▶ _ACTIVITY_
The expected answer is every line of the material that contains the word "Jensen".

[Opening SUPPLIED MATERIAL section]

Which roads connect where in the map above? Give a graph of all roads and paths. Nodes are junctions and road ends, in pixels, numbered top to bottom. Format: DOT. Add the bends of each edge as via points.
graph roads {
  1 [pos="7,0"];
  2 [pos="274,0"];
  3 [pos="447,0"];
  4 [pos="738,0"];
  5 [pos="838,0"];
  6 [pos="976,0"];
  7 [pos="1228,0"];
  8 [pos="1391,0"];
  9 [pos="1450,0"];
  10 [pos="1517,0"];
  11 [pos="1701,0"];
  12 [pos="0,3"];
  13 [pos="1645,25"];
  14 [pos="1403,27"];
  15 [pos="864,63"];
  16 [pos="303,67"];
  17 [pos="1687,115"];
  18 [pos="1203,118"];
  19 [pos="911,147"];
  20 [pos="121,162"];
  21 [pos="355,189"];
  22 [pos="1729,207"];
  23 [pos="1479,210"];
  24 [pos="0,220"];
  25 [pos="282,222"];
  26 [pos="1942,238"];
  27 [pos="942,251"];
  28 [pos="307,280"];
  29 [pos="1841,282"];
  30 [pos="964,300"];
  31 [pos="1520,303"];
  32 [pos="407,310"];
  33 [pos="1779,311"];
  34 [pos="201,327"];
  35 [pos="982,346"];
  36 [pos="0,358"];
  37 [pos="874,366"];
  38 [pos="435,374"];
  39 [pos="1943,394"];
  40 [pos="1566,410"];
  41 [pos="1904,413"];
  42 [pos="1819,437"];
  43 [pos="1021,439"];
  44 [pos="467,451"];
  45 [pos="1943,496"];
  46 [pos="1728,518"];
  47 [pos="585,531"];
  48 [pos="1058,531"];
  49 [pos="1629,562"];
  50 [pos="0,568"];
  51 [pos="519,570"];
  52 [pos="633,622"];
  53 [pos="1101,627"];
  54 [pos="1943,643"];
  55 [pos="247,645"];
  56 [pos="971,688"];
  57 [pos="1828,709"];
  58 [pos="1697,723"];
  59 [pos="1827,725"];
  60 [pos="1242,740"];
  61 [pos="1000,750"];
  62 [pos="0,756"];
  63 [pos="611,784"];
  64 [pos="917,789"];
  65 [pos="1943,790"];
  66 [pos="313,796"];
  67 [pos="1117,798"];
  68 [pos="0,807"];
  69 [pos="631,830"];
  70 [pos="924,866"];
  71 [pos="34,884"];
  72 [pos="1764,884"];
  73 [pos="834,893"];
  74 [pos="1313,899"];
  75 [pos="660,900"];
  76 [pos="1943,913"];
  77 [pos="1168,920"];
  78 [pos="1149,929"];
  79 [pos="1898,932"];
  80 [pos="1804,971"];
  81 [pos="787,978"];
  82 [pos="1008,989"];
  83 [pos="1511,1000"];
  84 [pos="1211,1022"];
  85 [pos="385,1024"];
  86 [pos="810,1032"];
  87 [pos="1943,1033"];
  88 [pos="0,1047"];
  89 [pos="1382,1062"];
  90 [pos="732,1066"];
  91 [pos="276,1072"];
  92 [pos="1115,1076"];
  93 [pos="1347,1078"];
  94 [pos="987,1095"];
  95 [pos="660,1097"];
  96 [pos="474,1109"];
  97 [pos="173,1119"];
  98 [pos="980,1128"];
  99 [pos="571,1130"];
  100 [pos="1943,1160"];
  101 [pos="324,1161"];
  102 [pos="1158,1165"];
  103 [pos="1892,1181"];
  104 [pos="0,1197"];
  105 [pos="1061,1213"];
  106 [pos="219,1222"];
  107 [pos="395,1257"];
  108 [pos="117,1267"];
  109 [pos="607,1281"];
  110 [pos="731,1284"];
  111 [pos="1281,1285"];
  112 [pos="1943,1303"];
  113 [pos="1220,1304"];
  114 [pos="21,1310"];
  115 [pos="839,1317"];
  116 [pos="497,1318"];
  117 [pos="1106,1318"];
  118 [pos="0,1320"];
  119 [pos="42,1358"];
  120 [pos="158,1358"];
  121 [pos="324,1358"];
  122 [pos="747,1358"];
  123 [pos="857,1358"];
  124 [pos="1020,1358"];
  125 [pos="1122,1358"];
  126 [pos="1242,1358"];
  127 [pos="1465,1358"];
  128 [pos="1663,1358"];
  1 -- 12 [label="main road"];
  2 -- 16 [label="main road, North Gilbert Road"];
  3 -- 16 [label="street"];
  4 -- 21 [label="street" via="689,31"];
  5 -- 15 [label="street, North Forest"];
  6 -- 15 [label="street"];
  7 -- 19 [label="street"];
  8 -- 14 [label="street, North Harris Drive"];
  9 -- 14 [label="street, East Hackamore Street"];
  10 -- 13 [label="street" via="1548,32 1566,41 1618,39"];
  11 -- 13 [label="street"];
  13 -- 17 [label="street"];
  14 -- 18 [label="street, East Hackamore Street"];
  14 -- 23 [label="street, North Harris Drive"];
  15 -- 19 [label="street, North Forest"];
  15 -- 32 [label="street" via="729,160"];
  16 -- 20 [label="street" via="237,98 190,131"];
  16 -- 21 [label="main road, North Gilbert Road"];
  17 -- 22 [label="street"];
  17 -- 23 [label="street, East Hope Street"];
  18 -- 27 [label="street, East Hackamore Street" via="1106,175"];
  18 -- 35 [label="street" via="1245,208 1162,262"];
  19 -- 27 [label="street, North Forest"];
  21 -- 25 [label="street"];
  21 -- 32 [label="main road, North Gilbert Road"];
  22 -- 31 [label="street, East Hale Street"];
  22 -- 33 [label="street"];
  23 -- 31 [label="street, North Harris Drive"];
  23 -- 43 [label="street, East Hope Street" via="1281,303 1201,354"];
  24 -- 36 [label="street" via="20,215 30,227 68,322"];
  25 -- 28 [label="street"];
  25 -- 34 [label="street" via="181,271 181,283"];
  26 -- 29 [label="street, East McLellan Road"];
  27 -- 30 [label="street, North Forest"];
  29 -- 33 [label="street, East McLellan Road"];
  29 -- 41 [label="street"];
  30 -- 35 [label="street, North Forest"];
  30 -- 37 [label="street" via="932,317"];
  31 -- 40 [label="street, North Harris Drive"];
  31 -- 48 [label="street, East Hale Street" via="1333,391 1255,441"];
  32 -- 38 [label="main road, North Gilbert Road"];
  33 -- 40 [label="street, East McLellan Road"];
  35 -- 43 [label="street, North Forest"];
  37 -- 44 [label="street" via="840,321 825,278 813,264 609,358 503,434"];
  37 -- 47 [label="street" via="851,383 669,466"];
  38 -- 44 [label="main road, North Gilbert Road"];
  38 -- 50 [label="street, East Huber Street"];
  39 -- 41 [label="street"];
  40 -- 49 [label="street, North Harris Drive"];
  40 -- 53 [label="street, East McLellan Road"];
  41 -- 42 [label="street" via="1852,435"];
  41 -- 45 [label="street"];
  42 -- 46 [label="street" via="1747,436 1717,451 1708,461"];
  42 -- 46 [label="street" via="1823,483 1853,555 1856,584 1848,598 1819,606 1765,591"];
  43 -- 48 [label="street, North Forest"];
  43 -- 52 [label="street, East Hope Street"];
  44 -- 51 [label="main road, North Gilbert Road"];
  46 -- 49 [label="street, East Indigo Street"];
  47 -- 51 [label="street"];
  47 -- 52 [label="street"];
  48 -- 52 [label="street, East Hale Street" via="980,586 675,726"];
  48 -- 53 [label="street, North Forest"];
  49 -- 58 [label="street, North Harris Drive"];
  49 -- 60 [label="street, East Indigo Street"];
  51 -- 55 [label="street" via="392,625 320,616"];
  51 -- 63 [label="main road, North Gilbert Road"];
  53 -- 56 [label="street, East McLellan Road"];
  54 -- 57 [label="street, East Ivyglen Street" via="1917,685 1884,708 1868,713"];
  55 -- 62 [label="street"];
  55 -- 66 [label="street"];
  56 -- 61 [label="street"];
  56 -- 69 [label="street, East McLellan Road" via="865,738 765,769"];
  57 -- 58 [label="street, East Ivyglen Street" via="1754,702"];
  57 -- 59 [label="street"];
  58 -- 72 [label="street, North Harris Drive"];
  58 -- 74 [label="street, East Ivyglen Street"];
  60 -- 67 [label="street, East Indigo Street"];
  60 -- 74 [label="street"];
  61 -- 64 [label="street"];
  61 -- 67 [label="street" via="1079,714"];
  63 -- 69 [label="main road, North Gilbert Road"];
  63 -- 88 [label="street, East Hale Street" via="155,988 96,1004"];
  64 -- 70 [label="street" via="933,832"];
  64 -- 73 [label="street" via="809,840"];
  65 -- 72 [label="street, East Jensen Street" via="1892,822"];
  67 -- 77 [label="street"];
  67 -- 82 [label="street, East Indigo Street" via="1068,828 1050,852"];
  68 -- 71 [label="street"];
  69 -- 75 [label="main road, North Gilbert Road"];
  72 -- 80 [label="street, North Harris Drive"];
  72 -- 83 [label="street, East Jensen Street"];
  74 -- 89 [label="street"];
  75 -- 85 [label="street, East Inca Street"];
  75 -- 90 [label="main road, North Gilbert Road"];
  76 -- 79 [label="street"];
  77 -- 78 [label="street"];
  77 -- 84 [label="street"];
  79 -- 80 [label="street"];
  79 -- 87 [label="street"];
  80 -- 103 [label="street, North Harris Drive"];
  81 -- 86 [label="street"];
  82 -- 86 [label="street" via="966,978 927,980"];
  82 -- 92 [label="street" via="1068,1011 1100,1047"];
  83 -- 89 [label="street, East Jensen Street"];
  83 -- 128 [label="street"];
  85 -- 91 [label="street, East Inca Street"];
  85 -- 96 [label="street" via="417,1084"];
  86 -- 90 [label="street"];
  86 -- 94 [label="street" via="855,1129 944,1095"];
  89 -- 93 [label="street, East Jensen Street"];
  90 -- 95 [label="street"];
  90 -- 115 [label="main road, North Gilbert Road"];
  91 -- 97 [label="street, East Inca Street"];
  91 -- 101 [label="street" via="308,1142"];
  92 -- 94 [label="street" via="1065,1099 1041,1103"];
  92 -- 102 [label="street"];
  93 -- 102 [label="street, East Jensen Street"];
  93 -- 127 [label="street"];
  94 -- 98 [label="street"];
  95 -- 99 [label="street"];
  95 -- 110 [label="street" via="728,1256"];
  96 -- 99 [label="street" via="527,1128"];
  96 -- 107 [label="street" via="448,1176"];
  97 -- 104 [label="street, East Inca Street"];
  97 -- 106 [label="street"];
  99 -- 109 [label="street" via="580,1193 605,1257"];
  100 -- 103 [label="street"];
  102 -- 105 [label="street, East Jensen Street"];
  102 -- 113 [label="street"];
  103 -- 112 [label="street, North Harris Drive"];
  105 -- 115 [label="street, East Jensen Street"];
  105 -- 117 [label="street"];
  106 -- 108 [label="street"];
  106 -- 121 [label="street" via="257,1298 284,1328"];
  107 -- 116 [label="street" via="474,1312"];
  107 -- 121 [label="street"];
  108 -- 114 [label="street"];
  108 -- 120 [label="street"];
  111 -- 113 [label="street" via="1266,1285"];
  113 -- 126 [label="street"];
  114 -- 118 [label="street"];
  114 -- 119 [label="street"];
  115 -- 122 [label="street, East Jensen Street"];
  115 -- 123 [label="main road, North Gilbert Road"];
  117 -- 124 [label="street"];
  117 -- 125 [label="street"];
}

[Closing SUPPLIED MATERIAL section]

▶ _RESPONSE_
  65 -- 72 [label="street, East Jensen Street" via="1892,822"];
  72 -- 83 [label="street, East Jensen Street"];
  83 -- 89 [label="street, East Jensen Street"];
  89 -- 93 [label="street, East Jensen Street"];
  93 -- 102 [label="street, East Jensen Street"];
  102 -- 105 [label="street, East Jensen Street"];
  105 -- 115 [label="street, East Jensen Street"];
  115 -- 122 [label="street, East Jensen Street"];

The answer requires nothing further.